Please give back every entry in full, word for word, but none of the pictures.

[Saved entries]

-*-

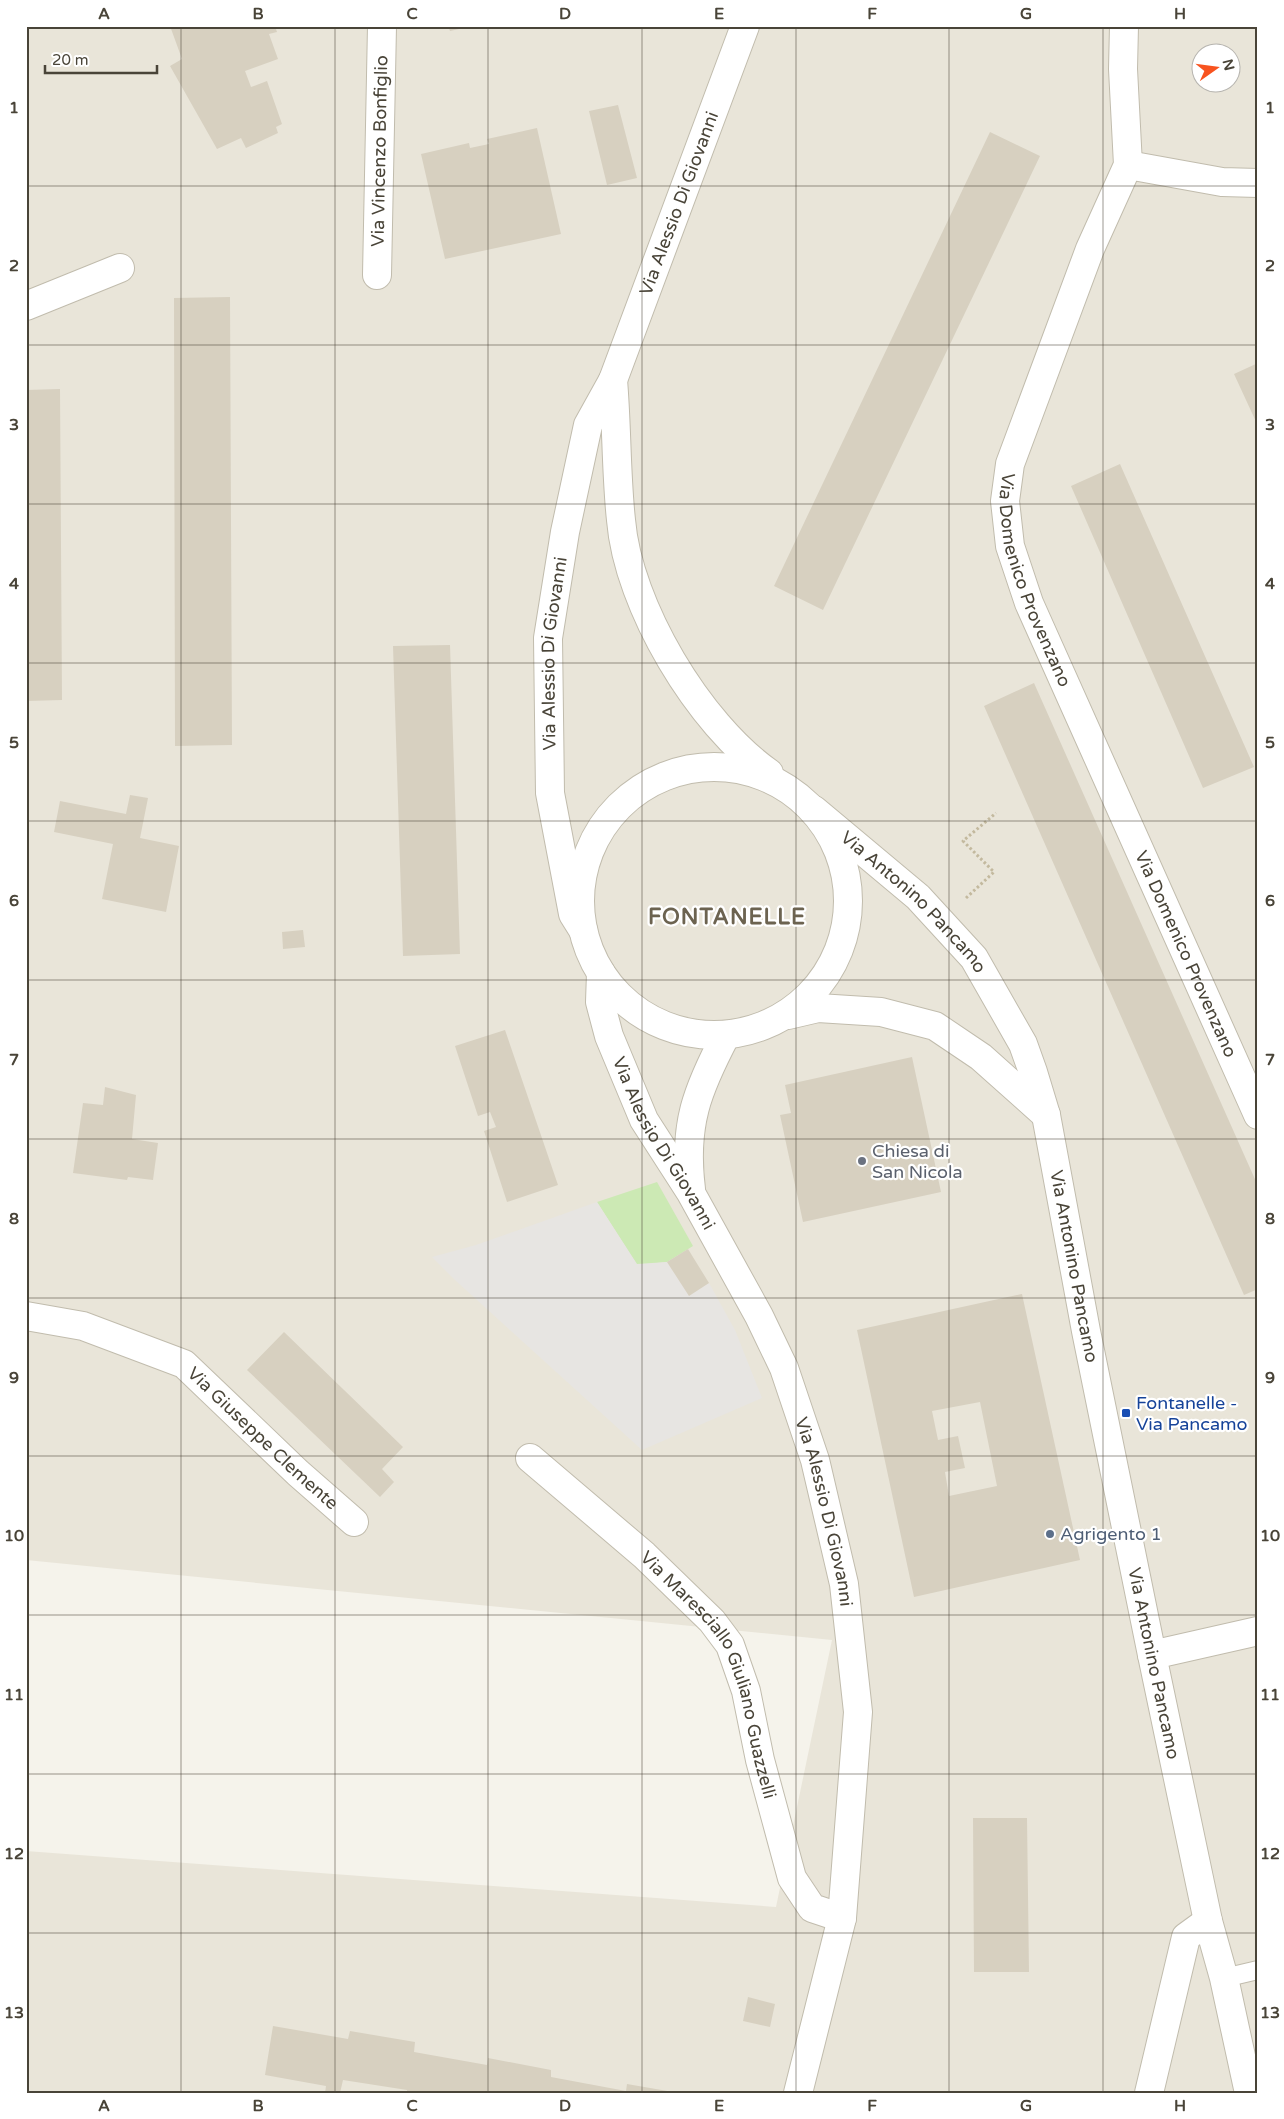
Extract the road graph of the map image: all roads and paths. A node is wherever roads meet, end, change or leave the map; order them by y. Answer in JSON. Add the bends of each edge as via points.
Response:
{"nodes":[{"id":1,"x":382,"y":26,"type":"edge"},
{"id":2,"x":745,"y":26,"type":"edge"},
{"id":3,"x":1124,"y":26,"type":"edge"},
{"id":4,"x":1128,"y":164,"type":"junction"},
{"id":5,"x":1258,"y":183,"type":"edge"},
{"id":6,"x":120,"y":268,"type":"dead end"},
{"id":7,"x":377,"y":275,"type":"dead end"},
{"id":8,"x":26,"y":306,"type":"edge"},
{"id":9,"x":613,"y":380,"type":"junction"},
{"id":10,"x":792,"y":790,"type":"junction"},
{"id":11,"x":814,"y":810,"type":"junction"},
{"id":12,"x":996,"y":813,"type":"dead end"},
{"id":13,"x":942,"y":921,"type":"junction"},
{"id":14,"x":583,"y":930,"type":"junction"},
{"id":15,"x":601,"y":974,"type":"junction"},
{"id":16,"x":788,"y":1015,"type":"junction"},
{"id":17,"x":726,"y":1035,"type":"junction"},
{"id":18,"x":1046,"y":1114,"type":"junction"},
{"id":19,"x":1258,"y":1115,"type":"edge"},
{"id":20,"x":691,"y":1193,"type":"junction"},
{"id":21,"x":26,"y":1316,"type":"edge"},
{"id":22,"x":530,"y":1458,"type":"dead end"},
{"id":23,"x":354,"y":1522,"type":"dead end"},
{"id":24,"x":1258,"y":1631,"type":"edge"},
{"id":25,"x":1152,"y":1655,"type":"junction"},
{"id":26,"x":842,"y":1918,"type":"junction"},
{"id":27,"x":1208,"y":1921,"type":"junction"},
{"id":28,"x":1258,"y":1970,"type":"edge"},
{"id":29,"x":1224,"y":1978,"type":"junction"},
{"id":30,"x":798,"y":2093,"type":"edge"},
{"id":31,"x":1148,"y":2093,"type":"edge"},
{"id":32,"x":1250,"y":2093,"type":"edge"}],
"edges":[{"from":1,"to":7,"type":"street","name":"Via Vincenzo Bonfiglio"},
{"from":2,"to":9,"type":"street","name":"Via Alessio Di Giovanni"},
{"from":3,"to":4,"type":"street","name":"Via Domenico Provenzano"},
{"from":4,"to":5,"type":"street","via":[[1222,182]]},
{"from":4,"to":19,"type":"street","name":"Via Domenico Provenzano","via":[[1090,249],[1010,464],[1005,501],[1010,546],[1029,603]]},
{"from":6,"to":8,"type":"street"},
{"from":9,"to":10,"type":"street","name":"Via Alessio Di Giovanni","via":[[621,522],[634,580],[665,650],[708,715],[745,756]]},
{"from":9,"to":14,"type":"street","name":"Via Alessio Di Giovanni","via":[[588,425],[565,532],[548,638],[550,793],[573,914]]},
{"from":10,"to":11,"type":"street","name":"Via Alessio Di Giovanni"},
{"from":10,"to":14,"type":"street","name":"Via Alessio Di Giovanni","via":[[749,770],[712,766],[666,775],[636,791],[603,824],[590,849],[580,895]]},
{"from":11,"to":13,"type":"street","name":"Via Antonino Pancamo"},
{"from":11,"to":16,"type":"street","name":"Via Alessio Di Giovanni","via":[[840,850],[849,896],[847,928],[835,961],[808,998]]},
{"from":12,"to":13,"type":"path","via":[[963,841],[994,872]]},
{"from":13,"to":18,"type":"street","name":"Via Antonino Pancamo","via":[[974,958],[1023,1044]]},
{"from":14,"to":15,"type":"street","name":"Via Alessio Di Giovanni"},
{"from":15,"to":17,"type":"street","name":"Via Alessio Di Giovanni","via":[[622,999],[647,1018],[669,1028]]},
{"from":15,"to":20,"type":"street","name":"Via Alessio Di Giovanni","via":[[600,1002],[609,1036],[644,1120]]},
{"from":16,"to":17,"type":"street","name":"Via Alessio Di Giovanni","via":[[745,1033]]},
{"from":16,"to":18,"type":"street","via":[[818,1008],[880,1012],[935,1026],[981,1057]]},
{"from":17,"to":20,"type":"street","via":[[694,1108],[688,1136]]},
{"from":18,"to":25,"type":"street","name":"Via Antonino Pancamo"},
{"from":20,"to":26,"type":"street","name":"Via Alessio Di Giovanni","via":[[784,1368],[815,1460],[844,1584],[858,1712]]},
{"from":21,"to":23,"type":"street","name":"Via Giuseppe Clemente","via":[[84,1326],[184,1364]]},
{"from":22,"to":26,"type":"street","name":"Via Maresciallo Giuliano Guazzelli","via":[[644,1555],[712,1621],[730,1645],[746,1691],[760,1760],[792,1878],[812,1908]]},
{"from":24,"to":25,"type":"street"},
{"from":25,"to":27,"type":"street","name":"Via Antonino Pancamo"},
{"from":26,"to":30,"type":"street","name":"Via Alessio Di Giovanni"},
{"from":27,"to":29,"type":"street","name":"Via Antonino Pancamo"},
{"from":27,"to":31,"type":"street","via":[[1186,1937]]},
{"from":28,"to":29,"type":"lane"},
{"from":29,"to":32,"type":"street","name":"Via Antonino Pancamo"}]}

-*-

_Exercise solution_
Extract the road graph of the map image: all roads and paths. A node is wherever roads meet, end, change or leave the map; order them by y. Answer in JSON. Add the bends of each edge as via points.
Response:
{"nodes":[{"id":1,"x":382,"y":26,"type":"edge"},
{"id":2,"x":745,"y":26,"type":"edge"},
{"id":3,"x":1124,"y":26,"type":"edge"},
{"id":4,"x":1128,"y":164,"type":"junction"},
{"id":5,"x":1258,"y":183,"type":"edge"},
{"id":6,"x":120,"y":268,"type":"dead end"},
{"id":7,"x":377,"y":275,"type":"dead end"},
{"id":8,"x":26,"y":306,"type":"edge"},
{"id":9,"x":613,"y":380,"type":"junction"},
{"id":10,"x":792,"y":790,"type":"junction"},
{"id":11,"x":814,"y":810,"type":"junction"},
{"id":12,"x":996,"y":813,"type":"dead end"},
{"id":13,"x":942,"y":921,"type":"junction"},
{"id":14,"x":583,"y":930,"type":"junction"},
{"id":15,"x":601,"y":974,"type":"junction"},
{"id":16,"x":788,"y":1015,"type":"junction"},
{"id":17,"x":726,"y":1035,"type":"junction"},
{"id":18,"x":1046,"y":1114,"type":"junction"},
{"id":19,"x":1258,"y":1115,"type":"edge"},
{"id":20,"x":691,"y":1193,"type":"junction"},
{"id":21,"x":26,"y":1316,"type":"edge"},
{"id":22,"x":530,"y":1458,"type":"dead end"},
{"id":23,"x":354,"y":1522,"type":"dead end"},
{"id":24,"x":1258,"y":1631,"type":"edge"},
{"id":25,"x":1152,"y":1655,"type":"junction"},
{"id":26,"x":842,"y":1918,"type":"junction"},
{"id":27,"x":1208,"y":1921,"type":"junction"},
{"id":28,"x":1258,"y":1970,"type":"edge"},
{"id":29,"x":1224,"y":1978,"type":"junction"},
{"id":30,"x":798,"y":2093,"type":"edge"},
{"id":31,"x":1148,"y":2093,"type":"edge"},
{"id":32,"x":1250,"y":2093,"type":"edge"}],
"edges":[{"from":1,"to":7,"type":"street","name":"Via Vincenzo Bonfiglio"},
{"from":2,"to":9,"type":"street","name":"Via Alessio Di Giovanni"},
{"from":3,"to":4,"type":"street","name":"Via Domenico Provenzano"},
{"from":4,"to":5,"type":"street","via":[[1222,182]]},
{"from":4,"to":19,"type":"street","name":"Via Domenico Provenzano","via":[[1090,249],[1010,464],[1005,501],[1010,546],[1029,603]]},
{"from":6,"to":8,"type":"street"},
{"from":9,"to":10,"type":"street","name":"Via Alessio Di Giovanni","via":[[621,522],[634,580],[665,650],[708,715],[745,756]]},
{"from":9,"to":14,"type":"street","name":"Via Alessio Di Giovanni","via":[[588,425],[565,532],[548,638],[550,793],[573,914]]},
{"from":10,"to":11,"type":"street","name":"Via Alessio Di Giovanni"},
{"from":10,"to":14,"type":"street","name":"Via Alessio Di Giovanni","via":[[749,770],[712,766],[666,775],[636,791],[603,824],[590,849],[580,895]]},
{"from":11,"to":13,"type":"street","name":"Via Antonino Pancamo"},
{"from":11,"to":16,"type":"street","name":"Via Alessio Di Giovanni","via":[[840,850],[849,896],[847,928],[835,961],[808,998]]},
{"from":12,"to":13,"type":"path","via":[[963,841],[994,872]]},
{"from":13,"to":18,"type":"street","name":"Via Antonino Pancamo","via":[[974,958],[1023,1044]]},
{"from":14,"to":15,"type":"street","name":"Via Alessio Di Giovanni"},
{"from":15,"to":17,"type":"street","name":"Via Alessio Di Giovanni","via":[[622,999],[647,1018],[669,1028]]},
{"from":15,"to":20,"type":"street","name":"Via Alessio Di Giovanni","via":[[600,1002],[609,1036],[644,1120]]},
{"from":16,"to":17,"type":"street","name":"Via Alessio Di Giovanni","via":[[745,1033]]},
{"from":16,"to":18,"type":"street","via":[[818,1008],[880,1012],[935,1026],[981,1057]]},
{"from":17,"to":20,"type":"street","via":[[694,1108],[688,1136]]},
{"from":18,"to":25,"type":"street","name":"Via Antonino Pancamo"},
{"from":20,"to":26,"type":"street","name":"Via Alessio Di Giovanni","via":[[784,1368],[815,1460],[844,1584],[858,1712]]},
{"from":21,"to":23,"type":"street","name":"Via Giuseppe Clemente","via":[[84,1326],[184,1364]]},
{"from":22,"to":26,"type":"street","name":"Via Maresciallo Giuliano Guazzelli","via":[[644,1555],[712,1621],[730,1645],[746,1691],[760,1760],[792,1878],[812,1908]]},
{"from":24,"to":25,"type":"street"},
{"from":25,"to":27,"type":"street","name":"Via Antonino Pancamo"},
{"from":26,"to":30,"type":"street","name":"Via Alessio Di Giovanni"},
{"from":27,"to":29,"type":"street","name":"Via Antonino Pancamo"},
{"from":27,"to":31,"type":"street","via":[[1186,1937]]},
{"from":28,"to":29,"type":"lane"},
{"from":29,"to":32,"type":"street","name":"Via Antonino Pancamo"}]}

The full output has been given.